STEPS TO FOLLOW TO REPRODUCE THE PROBLEM :
Simply use the parameters mentioned here, with any open output channel.

EXPECTED VERSUS ACTUAL BEHAVIOR :
EXPECTED -
Successfull transfer of the byte.
ACTUAL -
The IOException mentioned here was thrown.

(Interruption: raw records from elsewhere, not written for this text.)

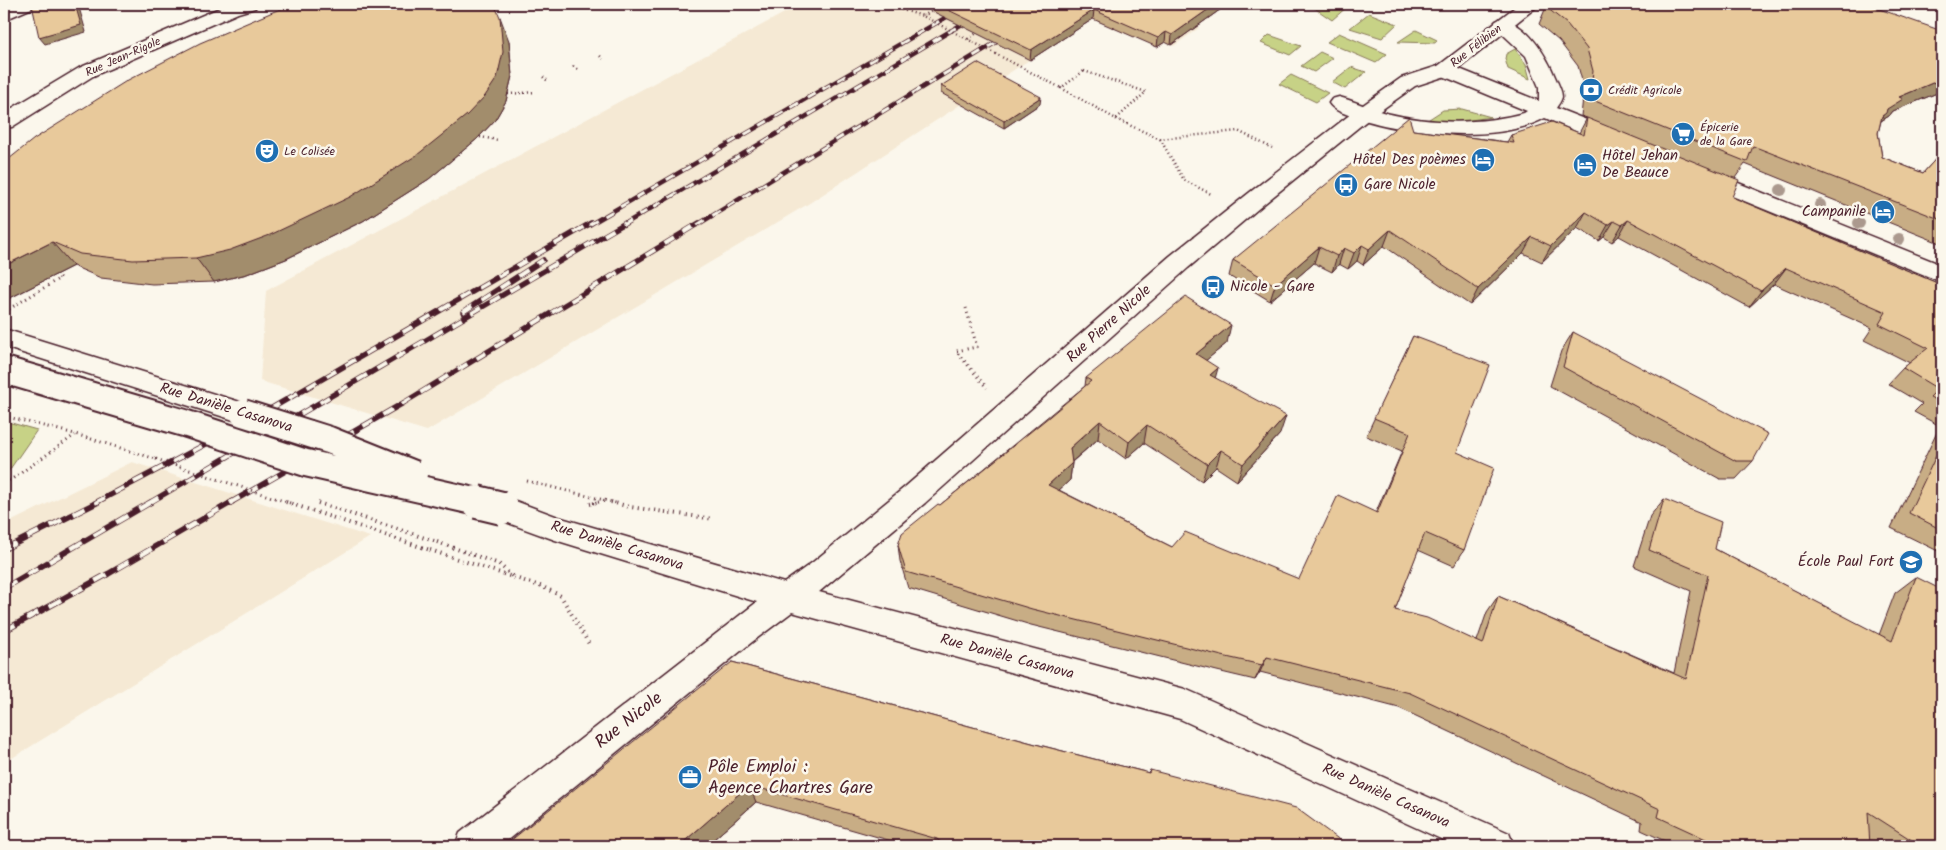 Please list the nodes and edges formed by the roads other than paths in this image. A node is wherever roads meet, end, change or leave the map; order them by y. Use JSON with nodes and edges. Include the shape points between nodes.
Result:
{"nodes":[{"id":1,"x":25,"y":4,"type":"edge"},
{"id":2,"x":248,"y":4,"type":"edge"},
{"id":3,"x":1531,"y":4,"type":"edge"},
{"id":4,"x":4,"y":14,"type":"edge"},
{"id":5,"x":1503,"y":25,"type":"junction"},
{"id":6,"x":1445,"y":70,"type":"junction"},
{"id":7,"x":1339,"y":104,"type":"dead end"},
{"id":8,"x":1545,"y":110,"type":"junction"},
{"id":9,"x":1363,"y":114,"type":"junction"},
{"id":10,"x":4,"y":122,"type":"edge"},
{"id":11,"x":1637,"y":148,"type":"edge"},
{"id":12,"x":1684,"y":168,"type":"edge"},
{"id":13,"x":1942,"y":274,"type":"edge"},
{"id":14,"x":4,"y":338,"type":"edge"},
{"id":15,"x":4,"y":370,"type":"edge"},
{"id":16,"x":502,"y":508,"type":"junction"},
{"id":17,"x":786,"y":597,"type":"junction"},
{"id":18,"x":473,"y":846,"type":"edge"},
{"id":19,"x":1496,"y":846,"type":"edge"}],
"edges":[{"from":1,"to":4,"type":"street"},
{"from":2,"to":10,"type":"street","name":"Rue Jean-Rigole","via":[[86,72]]},
{"from":3,"to":5,"type":"street","name":"Rue Félibien"},
{"from":5,"to":6,"type":"street","name":"Rue Félibien"},
{"from":5,"to":8,"type":"street","via":[[1538,58],[1550,89],[1551,99]]},
{"from":6,"to":8,"type":"street"},
{"from":6,"to":9,"type":"street","name":"Rue Pierre Nicole","via":[[1408,82]]},
{"from":7,"to":9,"type":"street"},
{"from":8,"to":9,"type":"street","via":[[1523,121],[1450,129],[1416,126]]},
{"from":8,"to":11,"type":"street"},
{"from":9,"to":17,"type":"street","name":"Rue Pierre Nicole","via":[[1186,256],[915,495],[824,571]]},
{"from":12,"to":13,"type":"street"},
{"from":14,"to":16,"type":"street","name":"Rue Danièle Casanova","bridge":true,"via":[[329,440]]},
{"from":15,"to":16,"type":"street","name":"Rue Danièle Casanova","bridge":true,"via":[[184,422],[306,463]]},
{"from":16,"to":17,"type":"street","name":"Rue Danièle Casanova","via":[[555,528]]},
{"from":17,"to":18,"type":"street","name":"Rue Nicole"},
{"from":17,"to":19,"type":"street","name":"Rue Danièle Casanova","via":[[1185,705]]}]}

ERROR MESSAGES/STACK TRACES THAT OCCUR :
Exception: java.io.IOException: Value too large for defined data type

REPRODUCIBILITY :
This bug can be reproduced always.

---------- BEGIN SOURCE ----------
try
{
    long reqOffset = 2147483647L;
    int reqLength = 1;
    long sentBytes = channel.transferTo(reqOffset, reqLength, channel);
}
catch (IOException e)
{
    e.printStackTrace();
}
---------- END SOURCE ----------

Comments
EVALUATION The transferTo uses sendfile(2) where possible. The issue on Linux is that this only works with 32-bit offsets and we expect sendfile(2) to fail with -1/EINVAL when the offset isn't supported. It seems this changed in the 2.6 kernel so that -1/EOVERFLOW is returned when the offset is Integer.MAX_VALUE. Here's the output from strace when sendfile is exercised with offsets around Integer.MAX_VALUE: : [pid 29541] sendfile(6, 4, [2147483645], 1) = 1 [pid 29541] sendfile(6, 4, [2147483646], 1) = 1 [pid 29541] sendfile(6, 4, [2147483647], 1) = -1 EOVERFLOW (Value too large for defined data type) [pid 29541] sendfile(6, 4, [2147483648], 1) = -1 EINVAL (Invalid argument) [pid 29541] sendfile(6, 4, [2147483649], 1) = -1 EINVAL (Invalid argument) [pid 29541] sendfile(6, 4, [2147483650], 1) = -1 EINVAL (Invalid argument) : The sendfile(2) man page does not document that EOVERFLOW is a possible error but in any case it looks like we now need to handle this error too.